Matthew F. answered • 05/13/22
Graduate Student in the PhD Program at UNC Greensboro
Recall that sets X and Y are equivalent if and only if X ⊆ Y AND Y ⊆ X. Further, sets in general don't include duplicates nor are they ordered (unless otherwise stated).
Thus, we can apply this to the given pairs above!
a. Notice that W has the element a in it twice. This means that we can write W as {a,b,c} which is the same as Q. Therefore, W is equivalent to Q!
b. Z contains -3 which is not en element of E, so Z ⊄ E. Also, E contains 1 which is not an element of Z, so E ⊄ Z. Therefore, Z is not equivalent to E.
c. We'll first show that K ⊆ U. If x is in K, then x is an integer that is strictly less than zero. Since this means x cannot equal to zero, we get that x must be a negative integer, so x is in U; that is, K ⊆ U.
Next, let x be an element of U, meaning that X is a negative integer.

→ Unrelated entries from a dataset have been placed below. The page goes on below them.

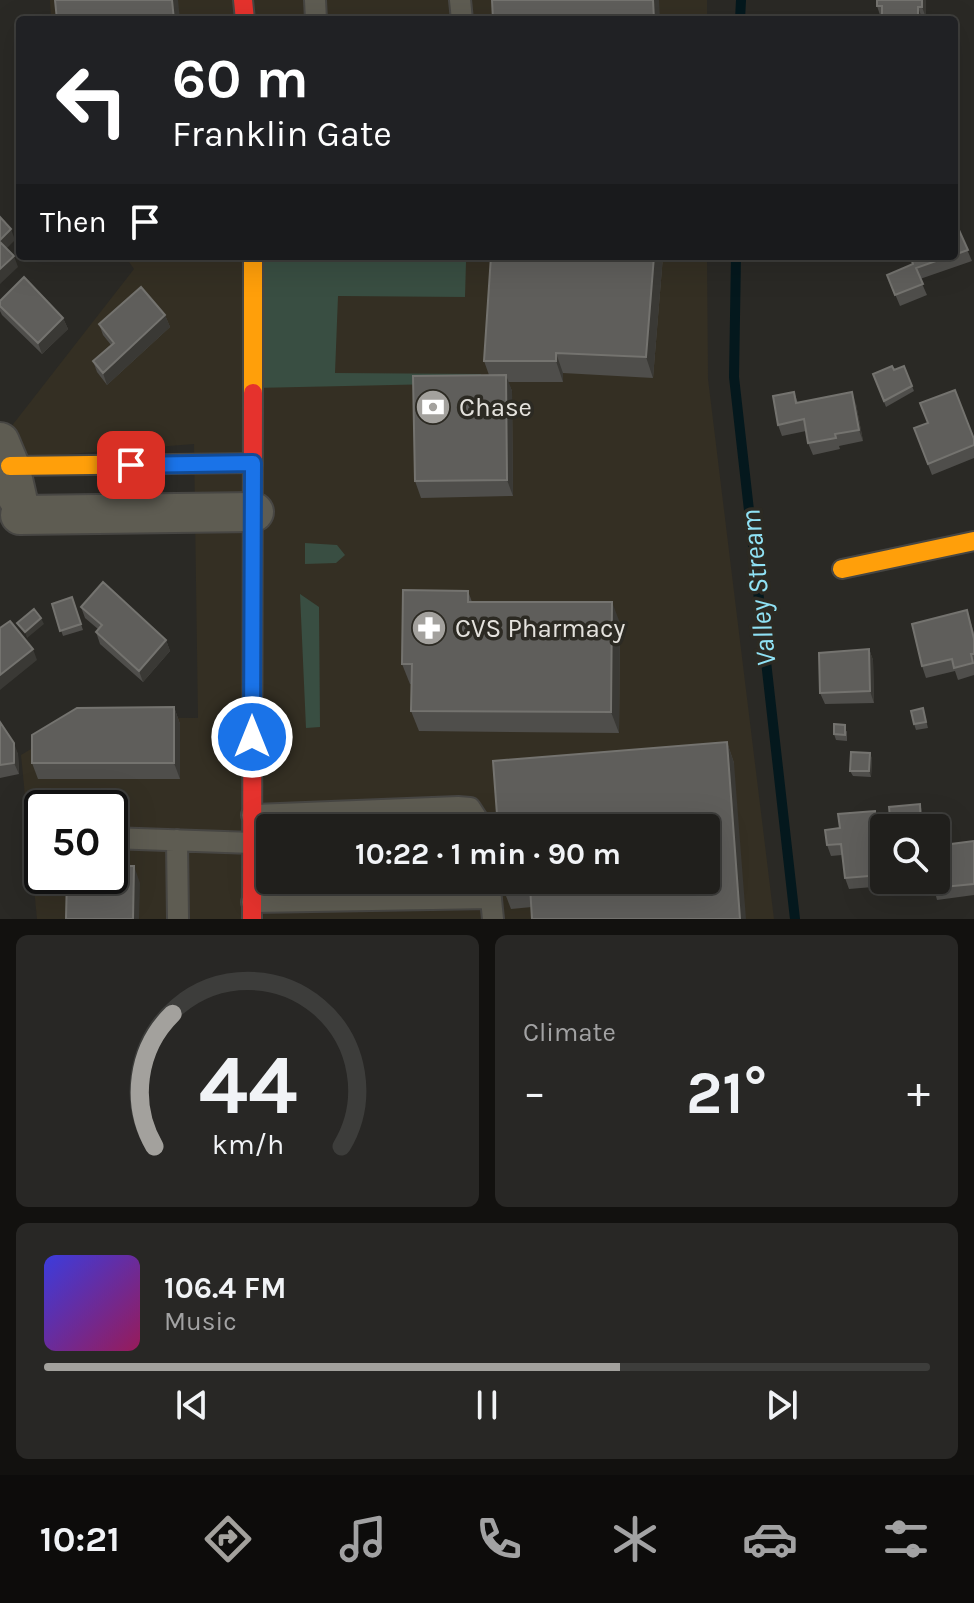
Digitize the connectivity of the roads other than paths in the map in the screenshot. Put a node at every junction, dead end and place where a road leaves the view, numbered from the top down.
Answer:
1 (253, 260) edge
2 (5, 454) edge
3 (253, 463) junction
4 (254, 512) junction
5 (10, 524) edge
6 (974, 541) edge
7 (842, 569) dead end
8 (278, 814) edge
9 (474, 814) edge
10 (252, 815) junction
11 (256, 815) edge
12 (128, 839) edge
13 (177, 840) junction
14 (253, 843) junction
15 (491, 899) edge
16 (252, 911) edge
17 (178, 919) edge

1 - 3 main road
2 - 3 main road
2 - 5 street
3 - 4 main road
4 - 5 street
4 - 10 main road
6 - 7 main road
8 - 9 lane
10 - 11 lane
10 - 14 main road
12 - 13 lane
13 - 14 lane
13 - 17 lane
14 - 16 main road
15 - 16 lane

This implies that x is in integer and x < 0, meaning that x is in K; that is U ⊆ K.
Therefore, K is equivalent to U.
d. N appears to be all integer multiples of 7. So let x be an arbitrary element of N. Then x = a*7 for some integer a. By definition, this means that x is divisible by 7 by definition. Hence x is in H, so N ⊆ H.

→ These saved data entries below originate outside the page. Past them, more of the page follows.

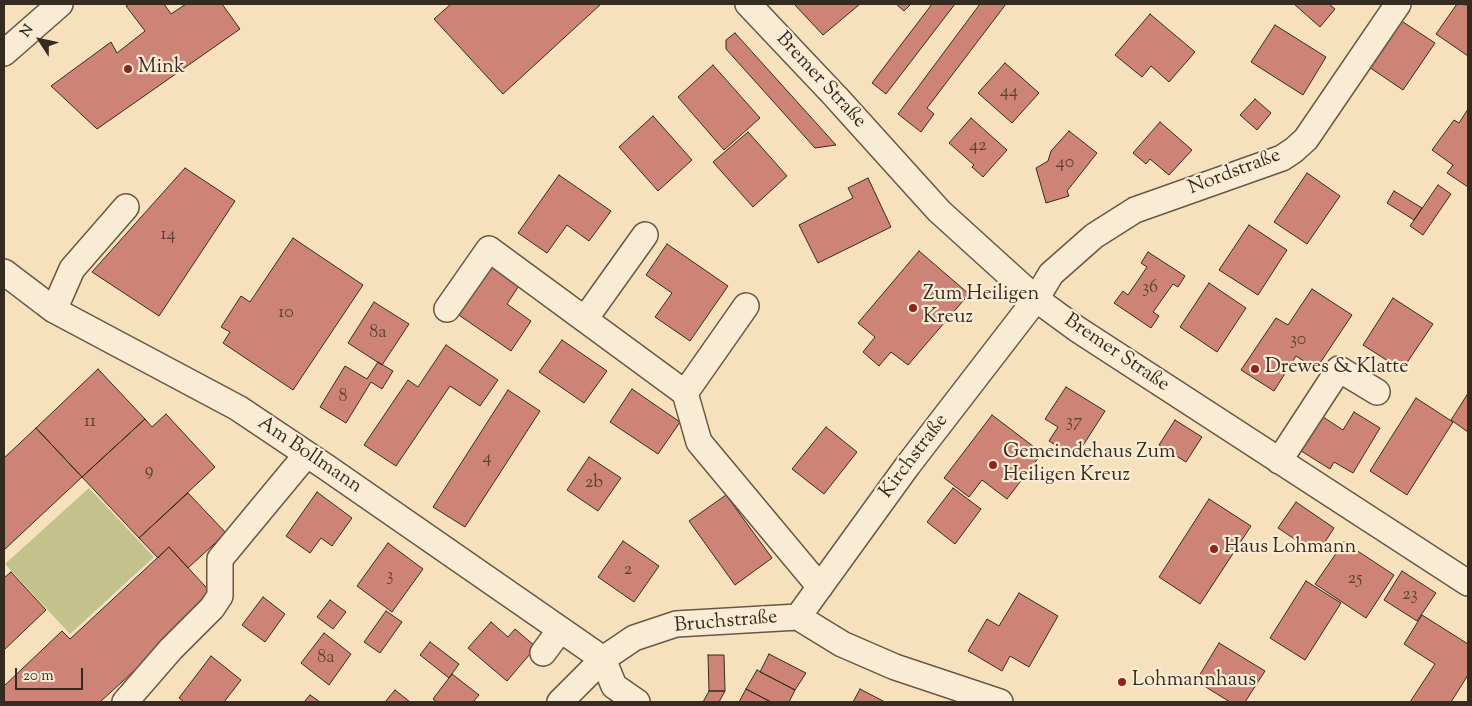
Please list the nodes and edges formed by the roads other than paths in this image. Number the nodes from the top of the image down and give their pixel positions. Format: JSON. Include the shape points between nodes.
{"nodes":[{"id":1,"x":60,"y":4,"type":"edge"},
{"id":2,"x":748,"y":4,"type":"edge"},
{"id":3,"x":1398,"y":4,"type":"edge"},
{"id":4,"x":4,"y":53,"type":"edge"},
{"id":5,"x":126,"y":207,"type":"dead end"},
{"id":6,"x":645,"y":235,"type":"dead end"},
{"id":7,"x":4,"y":272,"type":"edge"},
{"id":8,"x":1036,"y":300,"type":"junction"},
{"id":9,"x":746,"y":306,"type":"dead end"},
{"id":10,"x":447,"y":309,"type":"dead end"},
{"id":11,"x":54,"y":310,"type":"junction"},
{"id":12,"x":584,"y":319,"type":"junction"},
{"id":13,"x":685,"y":392,"type":"junction"},
{"id":14,"x":1377,"y":392,"type":"dead end"},
{"id":15,"x":307,"y":454,"type":"junction"},
{"id":16,"x":1278,"y":461,"type":"junction"},
{"id":17,"x":1468,"y":584,"type":"edge"},
{"id":18,"x":820,"y":588,"type":"junction"},
{"id":19,"x":798,"y":618,"type":"junction"},
{"id":20,"x":560,"y":630,"type":"junction"},
{"id":21,"x":543,"y":653,"type":"dead end"},
{"id":22,"x":603,"y":660,"type":"junction"},
{"id":23,"x":125,"y":702,"type":"edge"},
{"id":24,"x":560,"y":702,"type":"edge"},
{"id":25,"x":637,"y":702,"type":"edge"},
{"id":26,"x":1000,"y":702,"type":"edge"}],
"edges":[{"from":1,"to":4,"type":"street"},
{"from":2,"to":8,"type":"street","name":"Bremer Straße","via":[[939,212]]},
{"from":3,"to":8,"type":"street","name":"Nordstraße","via":[[1306,139],[1294,150],[1282,158],[1135,210],[1072,253],[1052,274]]},
{"from":5,"to":11,"type":"street","via":[[72,269]]},
{"from":6,"to":12,"type":"street"},
{"from":7,"to":11,"type":"street","name":"Am Bollmann"},
{"from":8,"to":16,"type":"street","name":"Bremer Straße"},
{"from":8,"to":18,"type":"street","name":"Kirchstraße","via":[[908,465]]},
{"from":9,"to":13,"type":"street"},
{"from":10,"to":12,"type":"street","via":[[489,249]]},
{"from":11,"to":15,"type":"street","name":"Am Bollmann","via":[[238,408]]},
{"from":12,"to":13,"type":"street"},
{"from":13,"to":18,"type":"street","via":[[699,442]]},
{"from":14,"to":16,"type":"street","via":[[1339,369]]},
{"from":15,"to":20,"type":"street","name":"Am Bollmann"},
{"from":15,"to":23,"type":"street","via":[[220,559],[220,596],[212,608]]},
{"from":16,"to":17,"type":"street","name":"Bremer Straße"},
{"from":18,"to":19,"type":"street","name":"Kirchstraße"},
{"from":19,"to":22,"type":"street","name":"Bruchstraße","via":[[676,624],[634,638]]},
{"from":19,"to":26,"type":"street","via":[[842,644],[895,667]]},
{"from":20,"to":21,"type":"street"},
{"from":20,"to":22,"type":"street","name":"Am Bollmann"},
{"from":22,"to":24,"type":"street","name":"Bruchstraße"},
{"from":22,"to":25,"type":"street","via":[[614,686]]}]}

Now let's go the other direction. Suppose that x is an element of H. Then x is divisible by 7, which means that there exists an integer a such that x = 7*a; i.e., x is a multiple of a. Therefore, x must be an element of N, so H ⊆ N.

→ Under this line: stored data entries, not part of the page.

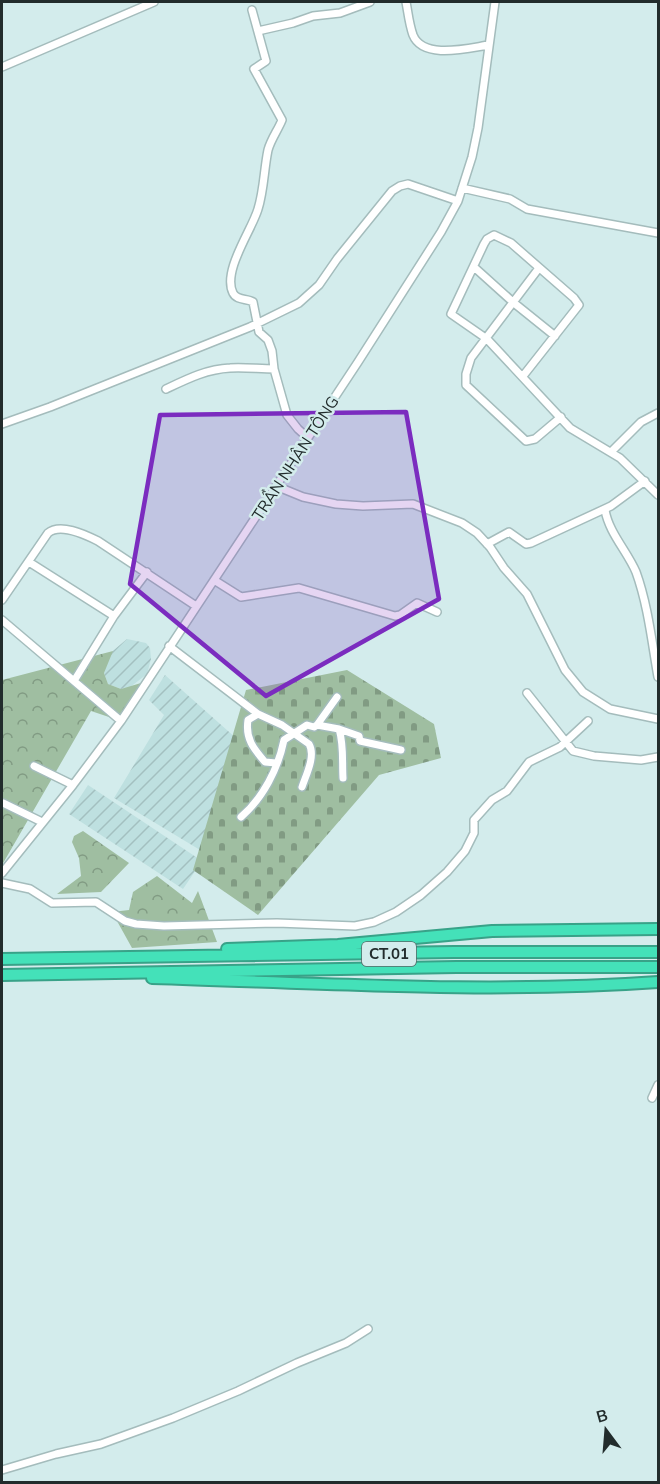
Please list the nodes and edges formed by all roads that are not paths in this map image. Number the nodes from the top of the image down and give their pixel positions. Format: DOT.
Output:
graph roads {
  1 [pos="154,2"];
  2 [pos="370,2"];
  3 [pos="406,2"];
  4 [pos="495,2"];
  5 [pos="252,10"];
  6 [pos="258,31"];
  7 [pos="489,45"];
  8 [pos="2,67"];
  9 [pos="462,188"];
  10 [pos="458,201"];
  11 [pos="658,233"];
  12 [pos="474,267"];
  13 [pos="539,268"];
  14 [pos="514,303"];
  15 [pos="257,323"];
  16 [pos="555,336"];
  17 [pos="487,339"];
  18 [pos="274,369"];
  19 [pos="522,376"];
  20 [pos="166,389"];
  21 [pos="658,413"];
  22 [pos="561,417"];
  23 [pos="2,424"];
  24 [pos="308,438"];
  25 [pos="611,452"];
  26 [pos="645,481"];
  27 [pos="276,486"];
  28 [pos="658,495"];
  29 [pos="605,510"];
  30 [pos="487,544"];
  31 [pos="28,562"];
  32 [pos="147,572"];
  33 [pos="214,580"];
  34 [pos="2,600"];
  35 [pos="196,606"];
  36 [pos="437,612"];
  37 [pos="114,616"];
  38 [pos="2,620"];
  39 [pos="169,646"];
  40 [pos="658,677"];
  41 [pos="74,681"];
  42 [pos="527,693"];
  43 [pos="338,697"];
  44 [pos="258,714"];
  45 [pos="658,719"];
  46 [pos="121,721"];
  47 [pos="588,721"];
  48 [pos="317,724"];
  49 [pos="339,729"];
  50 [pos="294,734"];
  51 [pos="565,743"];
  52 [pos="401,750"];
  53 [pos="658,757"];
  54 [pos="276,763"];
  55 [pos="34,766"];
  56 [pos="343,778"];
  57 [pos="73,785"];
  58 [pos="302,788"];
  59 [pos="3,803"];
  60 [pos="241,817"];
  61 [pos="42,822"];
  62 [pos="2,872"];
  63 [pos="2,883"];
  64 [pos="658,929"];
  65 [pos="658,952"];
  66 [pos="119,955"];
  67 [pos="2,959"];
  68 [pos="658,967"];
  69 [pos="4,975"];
  70 [pos="126,975"];
  71 [pos="658,982"];
  72 [pos="658,1085"];
  73 [pos="652,1098"];
  74 [pos="368,1329"];
  75 [pos="2,1470"];
  1 -- 8 [label="street"];
  2 -- 6 [label="street"];
  3 -- 7 [label="street"];
  4 -- 7 [label="street, TRẦN NHÂN TÔNG"];
  5 -- 6 [label="street"];
  6 -- 15 [label="street"];
  7 -- 9 [label="street, TRẦN NHÂN TÔNG"];
  9 -- 10 [label="street, TRẦN NHÂN TÔNG"];
  9 -- 11 [label="street"];
  10 -- 15 [label="street"];
  10 -- 24 [label="street, TRẦN NHÂN TÔNG"];
  12 -- 13 [label="street"];
  12 -- 14 [label="street"];
  12 -- 17 [label="street"];
  13 -- 14 [label="street"];
  13 -- 16 [label="street"];
  14 -- 16 [label="street"];
  14 -- 17 [label="street"];
  15 -- 18 [label="street"];
  15 -- 23 [label="street"];
  16 -- 19 [label="street"];
  17 -- 19 [label="street"];
  17 -- 22 [label="street"];
  18 -- 20 [label="street"];
  18 -- 24 [label="street"];
  19 -- 22 [label="street"];
  21 -- 25 [label="street"];
  22 -- 25 [label="street"];
  24 -- 27 [label="street, TRẦN NHÂN TÔNG"];
  25 -- 26 [label="street"];
  26 -- 28 [label="street"];
  26 -- 29 [label="street"];
  27 -- 30 [label="street"];
  27 -- 33 [label="street, TRẦN NHÂN TÔNG"];
  29 -- 30 [label="street"];
  29 -- 40 [label="street"];
  30 -- 45 [label="street"];
  31 -- 32 [label="street"];
  31 -- 34 [label="street"];
  31 -- 37 [label="street"];
  32 -- 35 [label="street"];
  32 -- 37 [label="street"];
  33 -- 35 [label="street, TRẦN NHÂN TÔNG"];
  33 -- 36 [label="street"];
  35 -- 39 [label="street, TRẦN NHÂN TÔNG"];
  37 -- 41 [label="street"];
  38 -- 41 [label="street"];
  39 -- 44 [label="street"];
  39 -- 46 [label="street, TRẦN NHÂN TÔNG"];
  41 -- 46 [label="street"];
  42 -- 51 [label="street"];
  43 -- 48 [label="street"];
  44 -- 50 [label="street"];
  44 -- 54 [label="street"];
  46 -- 57 [label="street, TRẦN NHÂN TÔNG"];
  47 -- 51 [label="street"];
  48 -- 49 [label="street"];
  48 -- 50 [label="street"];
  49 -- 52 [label="street"];
  49 -- 56 [label="street"];
  50 -- 54 [label="street"];
  50 -- 58 [label="street"];
  51 -- 53 [label="street"];
  51 -- 63 [label="street"];
  54 -- 60 [label="street"];
  55 -- 57 [label="street"];
  57 -- 61 [label="street, TRẦN NHÂN TÔNG"];
  59 -- 61 [label="street"];
  61 -- 62 [label="street, TRẦN NHÂN TÔNG"];
  64 -- 66 [label="highway"];
  65 -- 66 [label="highway, CT.01"];
  66 -- 67 [label="highway, CT.01"];
  68 -- 70 [label="highway, CT.01"];
  69 -- 70 [label="highway, CT.01"];
  70 -- 71 [label="highway"];
  72 -- 73 [label="street"];
  74 -- 75 [label="street"];
}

Therefore, N is equivalent to H.
e. Notice that L only contains 5 elements; -6, -3, 0. 3, and 6. So it's clear that L ⊆ J. However, J is written in what is called roster notation; that is, the elements are listed. But J is written with ellipses, implying that the elements of the set continue on. So we may assert that J is the set of all integer multiples of 3. So J contains 12, for instance, and 12 is not an element of L. In other words, J ⊄ L.
Therefore J is not equivalent to L.